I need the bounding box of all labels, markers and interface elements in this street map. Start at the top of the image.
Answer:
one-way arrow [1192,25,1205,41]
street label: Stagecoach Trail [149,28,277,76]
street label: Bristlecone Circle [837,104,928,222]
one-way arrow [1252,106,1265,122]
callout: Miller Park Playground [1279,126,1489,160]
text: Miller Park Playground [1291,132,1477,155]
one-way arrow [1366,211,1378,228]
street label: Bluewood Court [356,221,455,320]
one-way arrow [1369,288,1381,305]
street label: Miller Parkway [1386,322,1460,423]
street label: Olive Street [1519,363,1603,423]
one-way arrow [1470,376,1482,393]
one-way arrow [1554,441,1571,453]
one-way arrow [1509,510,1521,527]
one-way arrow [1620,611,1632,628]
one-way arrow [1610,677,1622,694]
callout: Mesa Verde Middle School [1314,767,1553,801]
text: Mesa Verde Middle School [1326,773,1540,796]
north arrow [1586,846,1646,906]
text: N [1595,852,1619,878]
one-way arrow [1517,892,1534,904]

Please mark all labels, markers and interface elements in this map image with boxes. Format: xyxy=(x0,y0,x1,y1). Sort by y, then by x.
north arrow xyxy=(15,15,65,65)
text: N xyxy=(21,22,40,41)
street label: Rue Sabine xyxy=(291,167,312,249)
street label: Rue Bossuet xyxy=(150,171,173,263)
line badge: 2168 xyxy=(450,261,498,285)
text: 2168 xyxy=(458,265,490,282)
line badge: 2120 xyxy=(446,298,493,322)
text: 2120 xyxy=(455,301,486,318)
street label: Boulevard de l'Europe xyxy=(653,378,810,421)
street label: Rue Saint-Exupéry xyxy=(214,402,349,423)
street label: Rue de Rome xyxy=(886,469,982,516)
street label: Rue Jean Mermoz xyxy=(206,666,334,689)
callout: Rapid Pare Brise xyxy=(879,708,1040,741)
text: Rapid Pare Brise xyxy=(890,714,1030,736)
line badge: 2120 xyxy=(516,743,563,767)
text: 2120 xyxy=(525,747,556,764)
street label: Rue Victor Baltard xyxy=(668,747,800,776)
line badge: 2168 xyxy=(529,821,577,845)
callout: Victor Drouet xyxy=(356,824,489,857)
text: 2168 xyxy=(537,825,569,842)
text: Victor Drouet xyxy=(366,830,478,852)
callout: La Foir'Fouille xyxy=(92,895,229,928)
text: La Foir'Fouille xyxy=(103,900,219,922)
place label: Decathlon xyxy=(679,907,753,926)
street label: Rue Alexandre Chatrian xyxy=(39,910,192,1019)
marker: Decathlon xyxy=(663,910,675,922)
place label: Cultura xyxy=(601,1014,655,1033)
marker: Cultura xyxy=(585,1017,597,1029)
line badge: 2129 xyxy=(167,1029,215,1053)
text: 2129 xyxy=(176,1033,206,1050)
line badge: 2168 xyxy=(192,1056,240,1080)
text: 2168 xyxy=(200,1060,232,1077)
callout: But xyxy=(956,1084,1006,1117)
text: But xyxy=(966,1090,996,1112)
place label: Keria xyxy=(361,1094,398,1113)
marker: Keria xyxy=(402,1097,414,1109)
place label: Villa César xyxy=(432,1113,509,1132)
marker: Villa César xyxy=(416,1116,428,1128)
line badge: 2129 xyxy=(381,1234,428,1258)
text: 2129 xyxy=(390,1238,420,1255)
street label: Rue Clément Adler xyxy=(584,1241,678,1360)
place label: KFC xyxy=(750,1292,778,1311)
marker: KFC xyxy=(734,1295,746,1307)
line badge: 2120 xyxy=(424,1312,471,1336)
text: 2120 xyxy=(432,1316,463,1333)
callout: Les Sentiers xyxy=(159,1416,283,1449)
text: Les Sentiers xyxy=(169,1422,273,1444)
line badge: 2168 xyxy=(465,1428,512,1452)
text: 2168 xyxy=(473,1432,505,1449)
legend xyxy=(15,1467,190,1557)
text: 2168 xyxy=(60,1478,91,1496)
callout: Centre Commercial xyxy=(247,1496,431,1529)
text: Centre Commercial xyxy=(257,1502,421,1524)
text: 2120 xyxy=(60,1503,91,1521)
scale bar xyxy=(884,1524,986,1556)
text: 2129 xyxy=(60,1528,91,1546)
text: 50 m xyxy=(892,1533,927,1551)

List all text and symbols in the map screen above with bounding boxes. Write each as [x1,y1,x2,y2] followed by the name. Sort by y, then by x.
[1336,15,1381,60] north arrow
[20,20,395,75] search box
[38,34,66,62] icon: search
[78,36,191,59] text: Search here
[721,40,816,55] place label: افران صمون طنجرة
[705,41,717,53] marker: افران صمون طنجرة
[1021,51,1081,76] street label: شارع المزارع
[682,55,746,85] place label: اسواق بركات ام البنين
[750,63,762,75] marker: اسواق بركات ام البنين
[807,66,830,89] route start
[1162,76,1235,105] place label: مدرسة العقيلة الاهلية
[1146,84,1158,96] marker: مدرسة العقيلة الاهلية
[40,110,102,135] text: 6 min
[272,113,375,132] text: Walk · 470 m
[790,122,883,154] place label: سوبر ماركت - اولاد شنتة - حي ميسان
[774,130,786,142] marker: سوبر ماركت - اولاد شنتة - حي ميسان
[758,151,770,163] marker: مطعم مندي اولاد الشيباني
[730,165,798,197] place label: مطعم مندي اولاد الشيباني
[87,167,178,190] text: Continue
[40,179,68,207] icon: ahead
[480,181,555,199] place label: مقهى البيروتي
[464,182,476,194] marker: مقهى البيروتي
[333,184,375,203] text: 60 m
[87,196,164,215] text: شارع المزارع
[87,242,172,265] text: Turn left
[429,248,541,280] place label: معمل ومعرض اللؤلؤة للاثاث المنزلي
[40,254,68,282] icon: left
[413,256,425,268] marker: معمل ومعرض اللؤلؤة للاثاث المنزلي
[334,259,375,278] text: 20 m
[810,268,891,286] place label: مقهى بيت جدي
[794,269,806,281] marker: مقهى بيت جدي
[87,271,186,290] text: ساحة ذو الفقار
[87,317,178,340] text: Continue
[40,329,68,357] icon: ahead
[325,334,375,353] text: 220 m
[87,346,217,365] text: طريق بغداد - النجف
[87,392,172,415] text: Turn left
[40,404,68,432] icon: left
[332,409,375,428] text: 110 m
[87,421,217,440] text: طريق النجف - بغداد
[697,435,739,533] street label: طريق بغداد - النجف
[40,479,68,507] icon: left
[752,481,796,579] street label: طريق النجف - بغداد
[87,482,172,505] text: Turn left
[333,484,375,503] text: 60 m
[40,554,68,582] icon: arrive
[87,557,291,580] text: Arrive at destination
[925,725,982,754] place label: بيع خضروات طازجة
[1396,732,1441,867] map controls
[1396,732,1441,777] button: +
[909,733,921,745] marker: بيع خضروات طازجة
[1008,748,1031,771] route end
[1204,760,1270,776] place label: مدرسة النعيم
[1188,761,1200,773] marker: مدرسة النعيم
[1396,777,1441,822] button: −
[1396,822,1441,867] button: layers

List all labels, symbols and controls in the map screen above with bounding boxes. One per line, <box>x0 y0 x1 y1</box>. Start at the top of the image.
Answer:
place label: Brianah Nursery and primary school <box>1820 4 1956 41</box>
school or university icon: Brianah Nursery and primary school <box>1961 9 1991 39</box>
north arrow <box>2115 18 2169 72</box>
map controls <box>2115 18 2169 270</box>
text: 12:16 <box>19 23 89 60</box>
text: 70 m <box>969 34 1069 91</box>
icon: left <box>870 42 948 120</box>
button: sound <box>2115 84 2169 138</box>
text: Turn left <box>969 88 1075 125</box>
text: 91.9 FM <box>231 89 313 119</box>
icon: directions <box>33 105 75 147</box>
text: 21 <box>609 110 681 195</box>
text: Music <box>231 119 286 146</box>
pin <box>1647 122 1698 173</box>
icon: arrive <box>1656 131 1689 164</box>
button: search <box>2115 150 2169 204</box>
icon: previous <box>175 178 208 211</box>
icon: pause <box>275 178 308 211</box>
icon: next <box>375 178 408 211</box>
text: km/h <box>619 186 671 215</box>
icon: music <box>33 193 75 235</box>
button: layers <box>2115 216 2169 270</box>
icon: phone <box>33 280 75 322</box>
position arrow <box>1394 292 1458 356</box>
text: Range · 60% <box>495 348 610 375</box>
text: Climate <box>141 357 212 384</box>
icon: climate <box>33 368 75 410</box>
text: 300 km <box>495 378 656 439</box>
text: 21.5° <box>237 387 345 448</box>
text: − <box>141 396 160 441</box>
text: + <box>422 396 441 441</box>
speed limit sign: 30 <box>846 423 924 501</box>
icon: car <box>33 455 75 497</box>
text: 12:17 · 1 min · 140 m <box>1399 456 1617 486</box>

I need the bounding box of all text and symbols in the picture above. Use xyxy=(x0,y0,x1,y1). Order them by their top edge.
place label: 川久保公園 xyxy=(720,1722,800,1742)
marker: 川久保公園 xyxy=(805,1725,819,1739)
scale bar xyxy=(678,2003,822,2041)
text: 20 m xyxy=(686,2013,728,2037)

::::

Task to carry out: In the entries above, count each line holding "طازجة" and report the total and nothing more.

Output of the exercise: 2